Mile High News (CO)/January 12, 2006
By Amanda C. Stutterer

After keeping her journal hidden in the floor for years, Golden resident Brenda Lee said writing a book about a painful childhood in a religious "cult" was a harrowing but therapeutic process.

Lee, author of "Out of the Cocoon: a Young Woman's Courageous Flight from the Grip of a Religious Cult," has lived in Golden for 20 years.

She said when she was 9 years old, her mother joined the Watch Tower Bible and Tract Society, also known as the Jehovah's Witnesses, in a small town in Pennsylvania and told her she was no longer allowed to associate with other members of her family.

"It really is a very destructive organization," Lee said. "… As a 9-year-old I spent 40 hours a week in religious instruction. That was all I was allowed to do. When my mother decided to join, I was told I would never see my cousins again."

Lee acknowledged the Watch Tower Society is not universally recognized as an organized cult but said her experience in the organization fits all the criteria of a "religious cult."

"You're taught to hate the world, to see everybody else as being led by Satan — that we are the one and only right religion and to question or defy that is turning your back on God," she said.

Watch Tower representatives didn't respond to allegations about the organization being a cult.

"We appreciate your asking us for a response. The World Headquarters for Jehovah's Witnesses respectfully decline to respond," said a representative at the World Headquarters for the group.

However, other former Jehovah's Witnesses have written several books similar to Lee's. Diane Wilson published "Awakening of a Jehovah's Witness: Escape From the Watchtower Society", in 2002, describing similar circumstances surrounding the difficulty of leaving the organization.

"The public needs to be warned," Wilson wrote on her Web site. "The public needs to be alerted to the lures that this group uses to ensnare innocent people."

Lee said she was mentally abused by the organization and said the group preyed on her fears to keep her involved.

"They tell you that you will be ex-communicated if you ever decide to leave and that your family will not be able to talk to you — I haven't spoken with my mother for over 25 years," she said.

Lee's book recalls the daunting environment in which she lived as a child and the disappointment she faced when she tried to reach out to a teacher for help to no avail.

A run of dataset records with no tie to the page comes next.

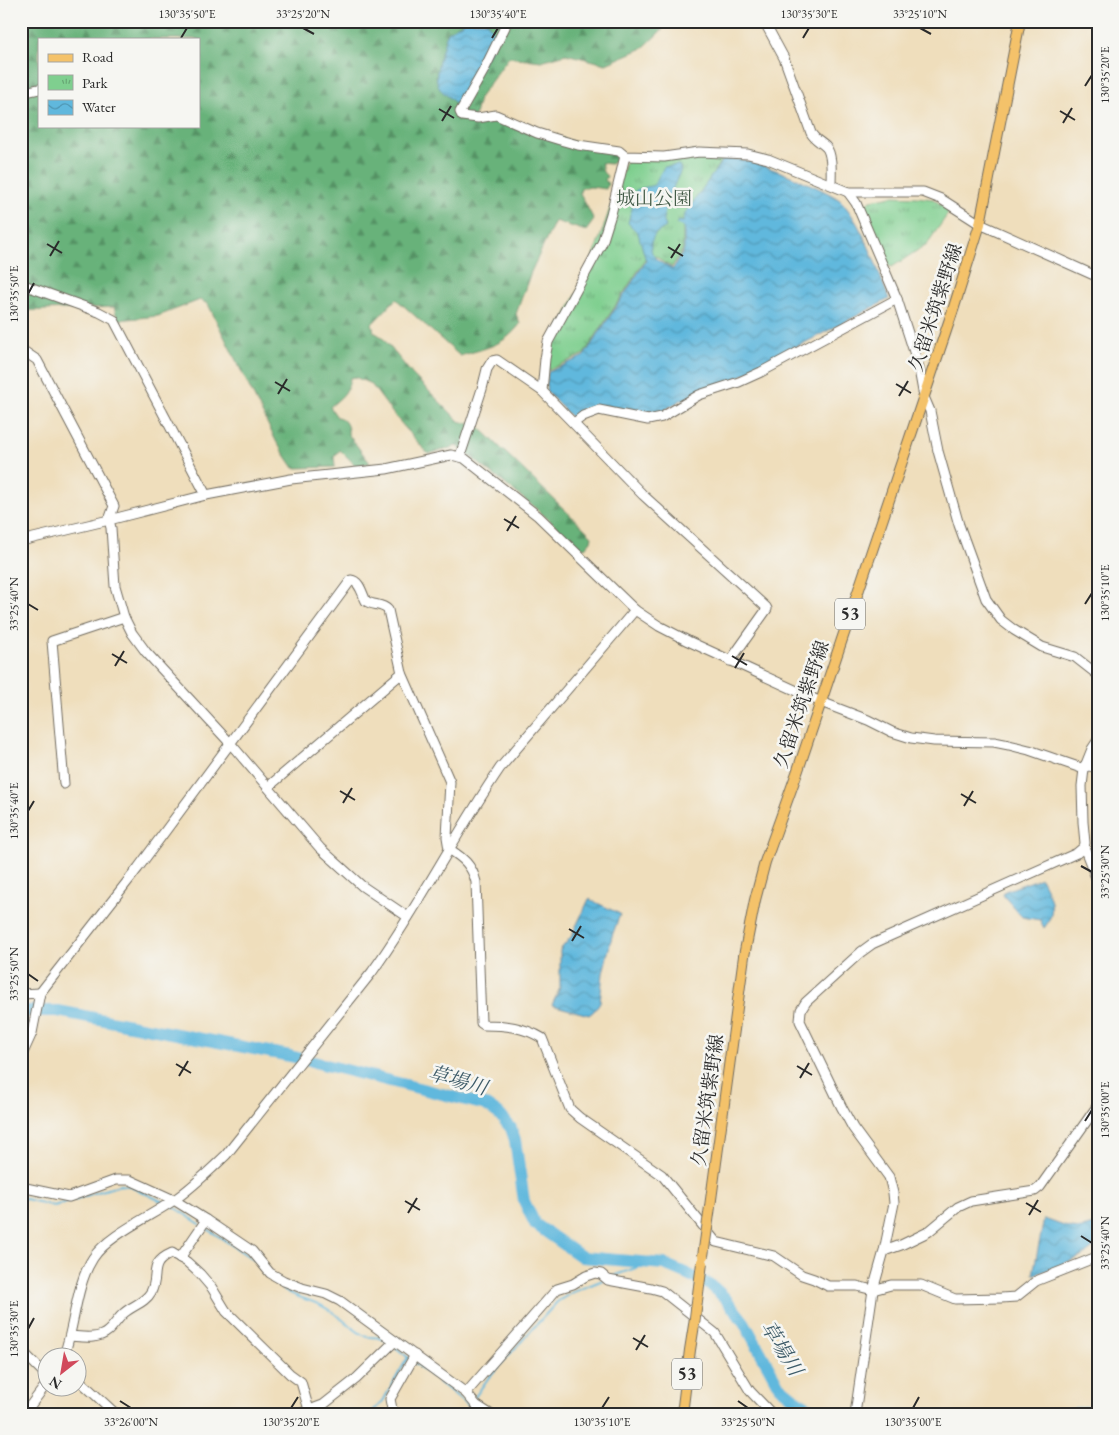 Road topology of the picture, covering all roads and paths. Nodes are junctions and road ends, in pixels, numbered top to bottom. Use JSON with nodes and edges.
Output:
{"nodes":[{"id":1,"x":764,"y":21,"type":"edge"},
{"id":2,"x":1020,"y":21,"type":"edge"},
{"id":3,"x":505,"y":27,"type":"dead end"},
{"id":4,"x":21,"y":89,"type":"edge"},
{"id":5,"x":38,"y":89,"type":"edge"},
{"id":6,"x":625,"y":156,"type":"junction"},
{"id":7,"x":831,"y":184,"type":"junction"},
{"id":8,"x":848,"y":192,"type":"junction"},
{"id":9,"x":980,"y":224,"type":"junction"},
{"id":10,"x":1098,"y":277,"type":"edge"},
{"id":11,"x":21,"y":284,"type":"edge"},
{"id":12,"x":897,"y":298,"type":"junction"},
{"id":13,"x":21,"y":352,"type":"edge"},
{"id":14,"x":542,"y":391,"type":"junction"},
{"id":15,"x":924,"y":397,"type":"junction"},
{"id":16,"x":574,"y":423,"type":"junction"},
{"id":17,"x":460,"y":456,"type":"junction"},
{"id":18,"x":206,"y":495,"type":"junction"},
{"id":19,"x":109,"y":520,"type":"junction"},
{"id":20,"x":21,"y":541,"type":"edge"},
{"id":21,"x":635,"y":610,"type":"junction"},
{"id":22,"x":124,"y":617,"type":"junction"},
{"id":23,"x":730,"y":661,"type":"junction"},
{"id":24,"x":402,"y":673,"type":"junction"},
{"id":25,"x":1098,"y":674,"type":"edge"},
{"id":26,"x":821,"y":702,"type":"junction"},
{"id":27,"x":1098,"y":740,"type":"edge"},
{"id":28,"x":230,"y":743,"type":"junction"},
{"id":29,"x":1084,"y":767,"type":"junction"},
{"id":30,"x":1098,"y":768,"type":"edge"},
{"id":31,"x":64,"y":784,"type":"dead end"},
{"id":32,"x":268,"y":787,"type":"junction"},
{"id":33,"x":1084,"y":847,"type":"junction"},
{"id":34,"x":449,"y":849,"type":"junction"},
{"id":35,"x":1098,"y":883,"type":"edge"},
{"id":36,"x":408,"y":917,"type":"junction"},
{"id":37,"x":40,"y":993,"type":"junction"},
{"id":38,"x":21,"y":994,"type":"edge"},
{"id":39,"x":21,"y":1056,"type":"edge"},
{"id":40,"x":1098,"y":1105,"type":"edge"},
{"id":41,"x":21,"y":1187,"type":"edge"},
{"id":42,"x":174,"y":1200,"type":"junction"},
{"id":43,"x":206,"y":1220,"type":"junction"},
{"id":44,"x":884,"y":1251,"type":"junction"},
{"id":45,"x":180,"y":1258,"type":"junction"},
{"id":46,"x":1098,"y":1258,"type":"edge"},
{"id":47,"x":873,"y":1290,"type":"junction"},
{"id":48,"x":71,"y":1336,"type":"junction"},
{"id":49,"x":395,"y":1341,"type":"junction"},
{"id":50,"x":67,"y":1348,"type":"edge"},
{"id":51,"x":21,"y":1350,"type":"edge"},
{"id":52,"x":415,"y":1355,"type":"junction"},
{"id":53,"x":38,"y":1366,"type":"edge"},
{"id":54,"x":88,"y":1387,"type":"edge"},
{"id":55,"x":466,"y":1393,"type":"junction"},
{"id":56,"x":38,"y":1395,"type":"edge"},
{"id":57,"x":309,"y":1410,"type":"junction"},
{"id":58,"x":855,"y":1411,"type":"edge"},
{"id":59,"x":24,"y":1414,"type":"edge"},
{"id":60,"x":116,"y":1414,"type":"edge"},
{"id":61,"x":299,"y":1414,"type":"edge"},
{"id":62,"x":393,"y":1414,"type":"edge"},
{"id":63,"x":490,"y":1414,"type":"edge"},
{"id":64,"x":682,"y":1414,"type":"edge"},
{"id":65,"x":772,"y":1414,"type":"edge"}],
"edges":[{"from":1,"to":7,"type":"street"},
{"from":2,"to":9,"type":"main road","name":"久留米筑紫野線","number":"53"},
{"from":3,"to":6,"type":"street"},
{"from":4,"to":5,"type":"street"},
{"from":6,"to":7,"type":"street"},
{"from":6,"to":14,"type":"street"},
{"from":7,"to":8,"type":"street"},
{"from":8,"to":9,"type":"street"},
{"from":8,"to":12,"type":"street"},
{"from":9,"to":10,"type":"street"},
{"from":9,"to":15,"type":"main road","name":"久留米筑紫野線","number":"53"},
{"from":11,"to":18,"type":"street"},
{"from":12,"to":15,"type":"street"},
{"from":12,"to":16,"type":"street"},
{"from":13,"to":19,"type":"street"},
{"from":14,"to":16,"type":"street"},
{"from":14,"to":17,"type":"street"},
{"from":15,"to":25,"type":"street"},
{"from":15,"to":26,"type":"main road","name":"久留米筑紫野線","number":"53"},
{"from":16,"to":23,"type":"street"},
{"from":17,"to":18,"type":"street"},
{"from":17,"to":21,"type":"street"},
{"from":18,"to":19,"type":"street"},
{"from":19,"to":20,"type":"street"},
{"from":19,"to":22,"type":"street"},
{"from":21,"to":23,"type":"street"},
{"from":21,"to":34,"type":"street"},
{"from":22,"to":28,"type":"street"},
{"from":22,"to":31,"type":"street"},
{"from":23,"to":26,"type":"street"},
{"from":24,"to":28,"type":"street"},
{"from":24,"to":32,"type":"street"},
{"from":24,"to":34,"type":"street"},
{"from":26,"to":29,"type":"street"},
{"from":26,"to":64,"type":"main road","name":"久留米筑紫野線","number":"53","bridge":true},
{"from":27,"to":29,"type":"street"},
{"from":28,"to":32,"type":"street"},
{"from":28,"to":37,"type":"street"},
{"from":29,"to":30,"type":"street"},
{"from":29,"to":33,"type":"street"},
{"from":32,"to":36,"type":"street"},
{"from":33,"to":35,"type":"street"},
{"from":33,"to":44,"type":"street"},
{"from":34,"to":36,"type":"street"},
{"from":34,"to":47,"type":"street"},
{"from":36,"to":42,"type":"street"},
{"from":37,"to":38,"type":"street"},
{"from":37,"to":39,"type":"street"},
{"from":40,"to":44,"type":"street"},
{"from":41,"to":42,"type":"street"},
{"from":42,"to":43,"type":"street"},
{"from":42,"to":48,"type":"street"},
{"from":43,"to":45,"type":"street"},
{"from":43,"to":49,"type":"street"},
{"from":44,"to":47,"type":"street"},
{"from":45,"to":48,"type":"street"},
{"from":45,"to":57,"type":"street"},
{"from":46,"to":47,"type":"street"},
{"from":47,"to":58,"type":"street"},
{"from":48,"to":50,"type":"street"},
{"from":49,"to":52,"type":"street"},
{"from":49,"to":57,"type":"street"},
{"from":51,"to":53,"type":"street"},
{"from":52,"to":55,"type":"street"},
{"from":52,"to":62,"type":"street"},
{"from":54,"to":60,"type":"street"},
{"from":55,"to":63,"type":"street"},
{"from":55,"to":65,"type":"street"},
{"from":56,"to":59,"type":"street"},
{"from":57,"to":61,"type":"street"}]}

"I started my book with a story I wrote when I was 12 years old about the frustrations I had when my mother joined the cult," she said. "It was this short story. I was hoping someone would hear my pain and help me out. I wrote it for my teacher. It was a pretty brutal story that was pretty graphic about my distress and suicidal thoughts. My teacher gave me an 'A' rather than hearing I was trying to reach out for help."

Finally, Lee said, she reached out to a friend at school.

"My aunt was visiting from Colorado Springs one day – my mother was tying to indoctrinate her into the cult – and she asked me how I felt about living there and I started to crying and told her I was suicidal," she said. "… I would give letters to a girl at school and asked if she would send them (to my aunt) and we did that for the next nine years."

Lee said when she turned 18 she moved to Colorado but still faced troubling times.

"I ate out of garbage cans for three months," she said.

But after overcoming so much adversity, Lee put herself through college, was married and had a son. Though Lee is now divorced, she said her only regret is that she can no longer communicate with her mother, sister or nieces and nephews.